*** Data excerpts

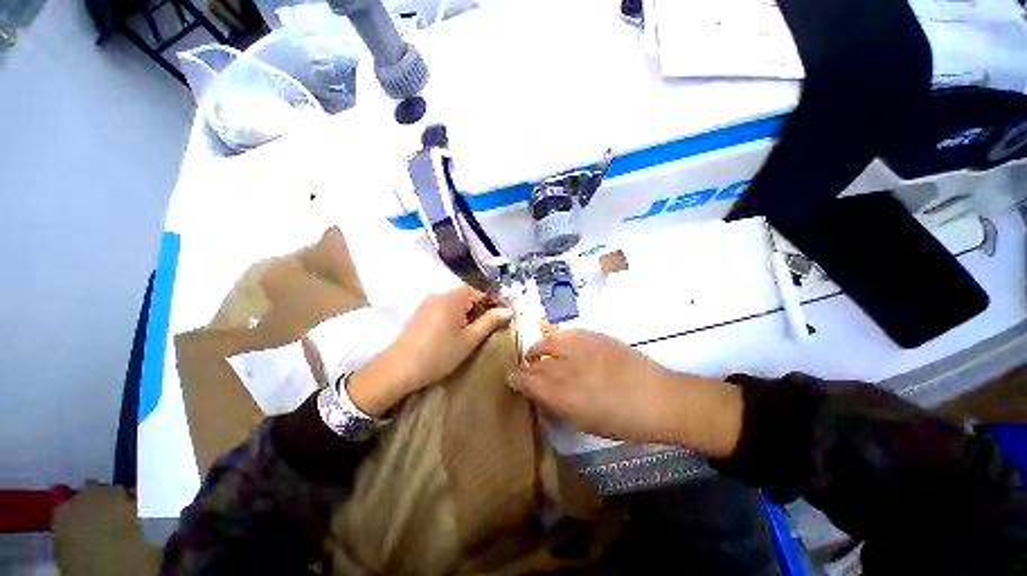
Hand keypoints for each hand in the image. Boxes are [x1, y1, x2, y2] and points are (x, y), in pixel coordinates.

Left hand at [348, 286, 512, 416]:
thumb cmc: (439, 353)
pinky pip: (444, 309)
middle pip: (468, 296)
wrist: (398, 369)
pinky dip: (455, 317)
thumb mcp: (470, 339)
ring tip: (474, 333)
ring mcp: (428, 303)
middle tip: (490, 328)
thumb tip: (508, 311)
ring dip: (469, 314)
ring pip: (456, 303)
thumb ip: (490, 322)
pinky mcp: (421, 313)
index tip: (505, 317)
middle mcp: (440, 294)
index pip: (481, 292)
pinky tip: (455, 333)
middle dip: (481, 310)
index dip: (494, 304)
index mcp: (454, 297)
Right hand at [507, 329, 742, 456]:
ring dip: (538, 348)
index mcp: (562, 394)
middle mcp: (566, 367)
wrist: (657, 397)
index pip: (528, 382)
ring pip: (547, 341)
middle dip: (525, 365)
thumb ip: (557, 405)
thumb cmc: (621, 420)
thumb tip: (540, 395)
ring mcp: (580, 347)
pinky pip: (566, 332)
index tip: (511, 379)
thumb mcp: (583, 421)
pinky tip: (558, 342)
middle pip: (535, 362)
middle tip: (523, 368)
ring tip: (537, 352)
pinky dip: (556, 337)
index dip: (517, 380)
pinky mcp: (593, 335)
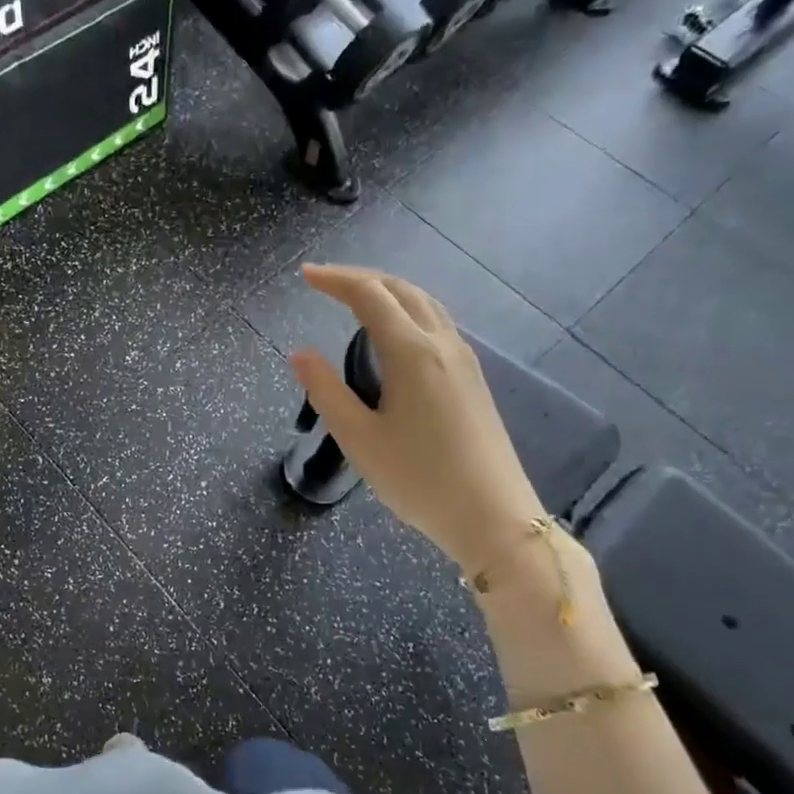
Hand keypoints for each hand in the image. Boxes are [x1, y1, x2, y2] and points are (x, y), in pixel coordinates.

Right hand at [290, 265, 544, 573]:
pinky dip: (407, 310)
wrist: (493, 517)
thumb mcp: (359, 439)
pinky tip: (394, 332)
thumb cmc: (419, 480)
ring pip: (425, 303)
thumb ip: (326, 391)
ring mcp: (464, 360)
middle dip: (361, 278)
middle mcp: (442, 344)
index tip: (305, 276)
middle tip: (325, 282)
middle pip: (401, 290)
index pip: (370, 296)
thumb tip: (300, 353)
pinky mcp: (473, 378)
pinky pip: (437, 323)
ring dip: (387, 291)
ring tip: (355, 298)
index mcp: (412, 353)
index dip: (335, 280)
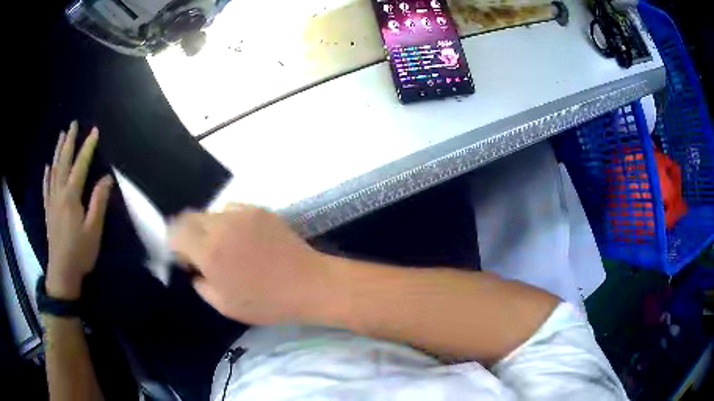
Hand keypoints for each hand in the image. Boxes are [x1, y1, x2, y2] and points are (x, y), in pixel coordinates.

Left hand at [43, 121, 112, 299]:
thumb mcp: (93, 230)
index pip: (80, 165)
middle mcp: (59, 193)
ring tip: (61, 136)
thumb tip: (106, 178)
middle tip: (73, 124)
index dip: (87, 147)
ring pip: (53, 170)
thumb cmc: (80, 252)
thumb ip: (98, 202)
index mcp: (71, 196)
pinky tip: (47, 166)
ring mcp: (51, 201)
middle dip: (69, 141)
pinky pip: (46, 187)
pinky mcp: (48, 210)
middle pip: (63, 162)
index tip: (94, 131)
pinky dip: (46, 174)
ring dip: (58, 151)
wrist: (62, 273)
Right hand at [168, 205, 328, 324]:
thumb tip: (194, 269)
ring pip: (211, 213)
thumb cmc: (267, 302)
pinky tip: (244, 240)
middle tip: (201, 254)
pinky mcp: (259, 209)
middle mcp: (221, 225)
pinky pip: (232, 211)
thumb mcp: (225, 305)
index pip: (175, 231)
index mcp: (209, 250)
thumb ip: (201, 284)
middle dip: (188, 234)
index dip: (175, 244)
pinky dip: (229, 223)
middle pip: (190, 217)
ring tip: (226, 247)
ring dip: (209, 228)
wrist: (309, 284)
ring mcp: (242, 213)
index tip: (185, 259)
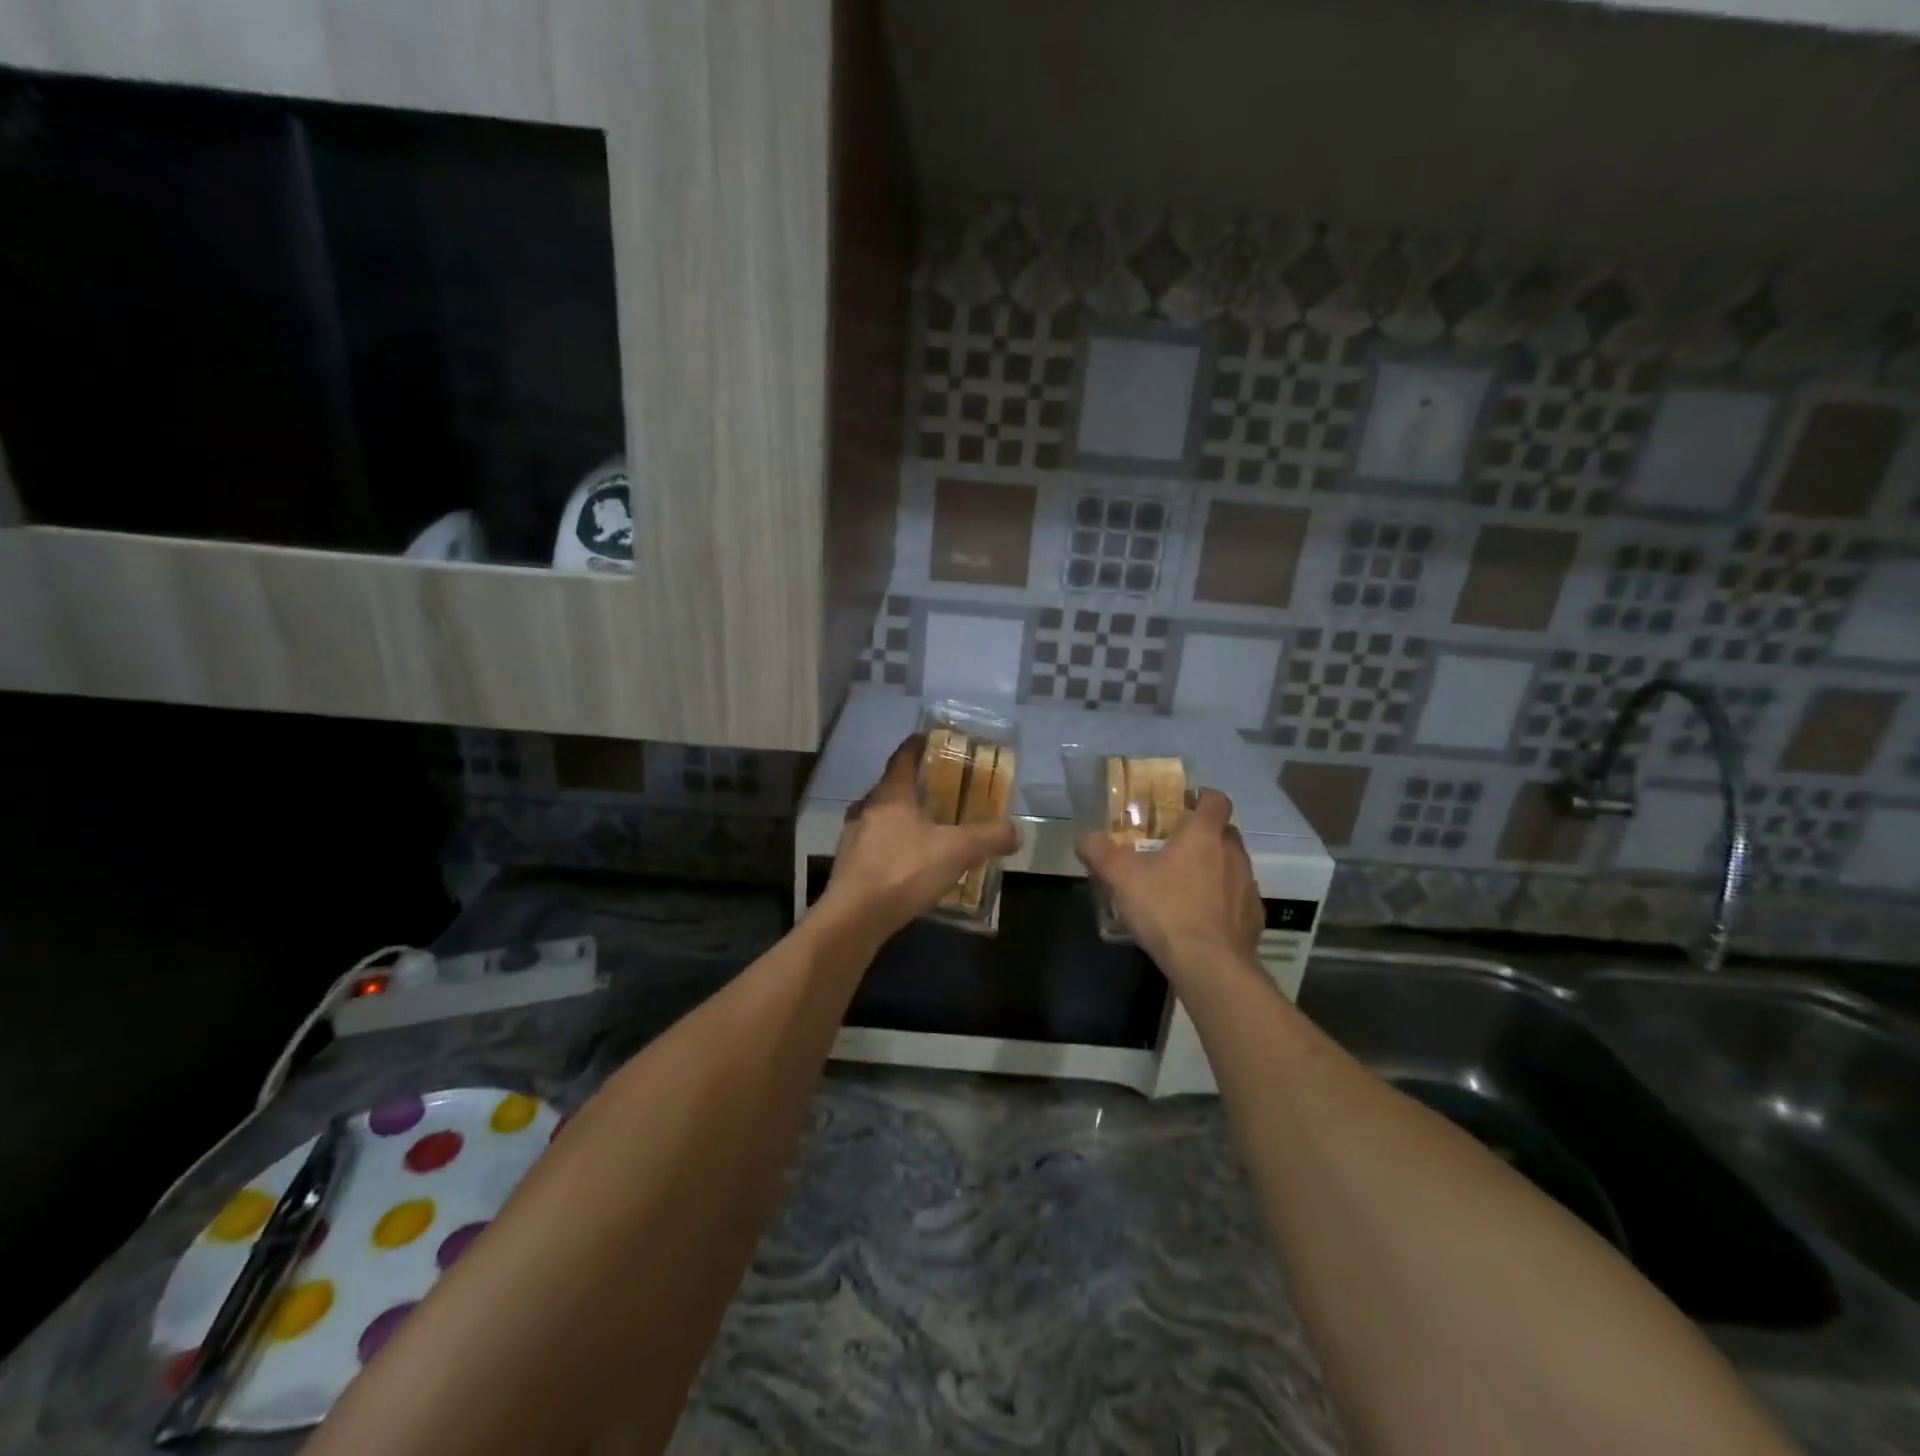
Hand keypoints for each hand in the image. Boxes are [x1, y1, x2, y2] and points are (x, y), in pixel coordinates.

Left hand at [817, 735, 1019, 944]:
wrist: (854, 918)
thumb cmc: (904, 871)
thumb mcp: (956, 852)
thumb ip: (989, 837)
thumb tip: (1015, 831)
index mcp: (890, 794)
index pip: (903, 757)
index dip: (917, 744)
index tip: (931, 738)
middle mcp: (867, 808)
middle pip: (892, 787)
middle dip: (915, 785)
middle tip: (940, 788)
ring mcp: (853, 836)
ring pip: (882, 816)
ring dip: (903, 817)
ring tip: (928, 827)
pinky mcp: (849, 864)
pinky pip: (876, 843)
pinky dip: (894, 844)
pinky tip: (910, 862)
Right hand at [1078, 788, 1262, 974]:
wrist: (1209, 966)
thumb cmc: (1167, 910)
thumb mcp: (1121, 878)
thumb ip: (1101, 852)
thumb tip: (1087, 838)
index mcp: (1205, 836)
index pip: (1216, 800)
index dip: (1203, 797)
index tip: (1185, 804)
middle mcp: (1233, 854)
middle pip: (1225, 832)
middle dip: (1205, 835)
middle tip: (1176, 848)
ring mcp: (1248, 887)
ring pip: (1233, 866)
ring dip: (1215, 869)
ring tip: (1186, 886)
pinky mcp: (1254, 918)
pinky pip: (1238, 899)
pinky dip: (1223, 901)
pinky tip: (1202, 919)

******

- The task -
Omit every picture while printing the data word for word.

- Response area -
Hand keypoints for each hand in the image. Boxes are [x1, y1, x2, y2] and points are (x, y), in pixel coordinates.

Left hand at [348, 286, 512, 416]:
thumb cmc: (439, 353)
pinky pip: (444, 309)
middle pip: (468, 296)
wrist: (398, 369)
pinky dip: (455, 317)
thumb mcp: (470, 339)
ring tip: (474, 333)
ring mcp: (428, 303)
middle tip: (490, 328)
thumb tip: (508, 311)
ring dip: (469, 314)
ring pip: (456, 303)
thumb ip: (490, 322)
pinky mcp: (421, 313)
index tip: (505, 317)
middle mcp: (440, 294)
index pip: (481, 292)
pinky tip: (455, 333)
middle dip: (481, 310)
index dip: (494, 304)
index mcp: (454, 297)
Right hand at [507, 329, 742, 456]:
ring dip: (538, 348)
index mcp: (562, 394)
middle mcp: (566, 367)
wrist: (657, 397)
index pip: (528, 382)
ring pip: (547, 341)
middle dip: (525, 365)
thumb ip: (557, 405)
thumb cmc: (621, 420)
thumb tip: (540, 395)
ring mcp: (580, 347)
pinky pip: (566, 332)
index tip: (511, 379)
thumb mcp: (583, 421)
pinky tip: (558, 342)
middle pip: (535, 362)
middle tip: (523, 368)
ring tip: (537, 352)
pinky dip: (556, 337)
index dip: (517, 380)
pinky mcp: (593, 335)
Hand keypoints for each hand in the image. Boxes are [x1, y1, x2, y2] and points are (x, y), in pixel coordinates.

Right hand at [290, 265, 544, 573]:
pinky dip: (407, 310)
wrist: (493, 517)
thumb mcp: (359, 439)
pinky tip: (394, 332)
thumb cmc: (419, 480)
ring pip: (425, 303)
thumb ip: (326, 391)
ring mcp: (464, 360)
middle dip: (361, 278)
middle mcp: (442, 344)
index tip: (305, 276)
middle tip: (325, 282)
middle pip: (401, 290)
index pip: (370, 296)
thumb tip: (300, 353)
pinky mcp: (473, 378)
pinky pip: (437, 323)
ring dip: (387, 291)
ring tip: (355, 298)
index mcp: (412, 353)
index dip: (335, 280)
Hand keypoints for each hand in the image. Boxes are [x1, y1, x2, y2] and points are (x, y), in pixel coordinates.

Left hand at [43, 121, 112, 299]:
thumb mcp: (93, 230)
index pip: (80, 165)
middle mcp: (59, 193)
ring tip: (61, 136)
thumb tip: (106, 178)
middle tip: (73, 124)
index dip: (87, 147)
ring pip: (53, 170)
thumb cmc: (80, 252)
thumb ip: (98, 202)
index mcp: (71, 196)
pinky tip: (47, 166)
ring mcp: (51, 201)
middle dip: (69, 141)
pinky pip: (46, 187)
pinky mcp: (48, 210)
middle pip: (63, 162)
index tip: (94, 131)
pinky dip: (46, 174)
ring dip: (58, 151)
wrist: (62, 273)
Right hand at [168, 205, 328, 324]:
thumb tip: (194, 269)
ring pip: (211, 213)
thumb cmc: (267, 302)
pinky tip: (244, 240)
middle tip: (201, 254)
pinky mcp: (259, 209)
middle mcp: (221, 225)
pinky pip: (232, 211)
thumb mcp: (225, 305)
index pip: (175, 231)
index mcp: (209, 250)
thumb ip: (201, 284)
middle dip: (188, 234)
index dip: (175, 244)
pinky dip: (229, 223)
middle pip: (190, 217)
ring tip: (226, 247)
ring dip: (209, 228)
wrist: (309, 284)
ring mcp: (242, 213)
index tip: (185, 259)
Hand keypoints for each hand in the image. Boxes are [x1, y1, x2, y2] and points are (x, y), in pixel coordinates.

Left hand at [817, 735, 1019, 944]:
wrist: (854, 918)
thumb cmc: (904, 871)
thumb mcp: (956, 852)
thumb ip: (989, 837)
thumb tip: (1015, 831)
index mcp: (890, 794)
index pip: (903, 757)
index dip: (917, 744)
index tip: (931, 738)
middle mcp: (867, 808)
middle pip: (892, 787)
middle dip: (915, 785)
middle tip: (940, 788)
ring mcp: (853, 836)
ring pip: (882, 816)
ring dip: (903, 817)
ring tip: (928, 827)
pinky mcp: (849, 864)
pinky pip: (876, 843)
pinky dip: (894, 844)
pinky tip: (910, 862)
Right hand at [1078, 788, 1262, 974]:
wrist: (1209, 966)
thumb cmc: (1167, 910)
thumb mcp: (1121, 878)
thumb ip: (1101, 852)
thumb tip: (1087, 838)
index mcp: (1205, 836)
index pip: (1216, 800)
index dip: (1203, 797)
index tip: (1185, 804)
middle mcp: (1233, 854)
middle pip: (1225, 832)
middle dip: (1205, 835)
middle tip: (1176, 848)
ring mcp: (1248, 887)
ring pip: (1233, 866)
ring dip: (1215, 869)
ring tip: (1186, 886)
pinky mcp: (1254, 918)
pinky pip: (1238, 899)
pinky dip: (1223, 901)
pinky tip: (1202, 919)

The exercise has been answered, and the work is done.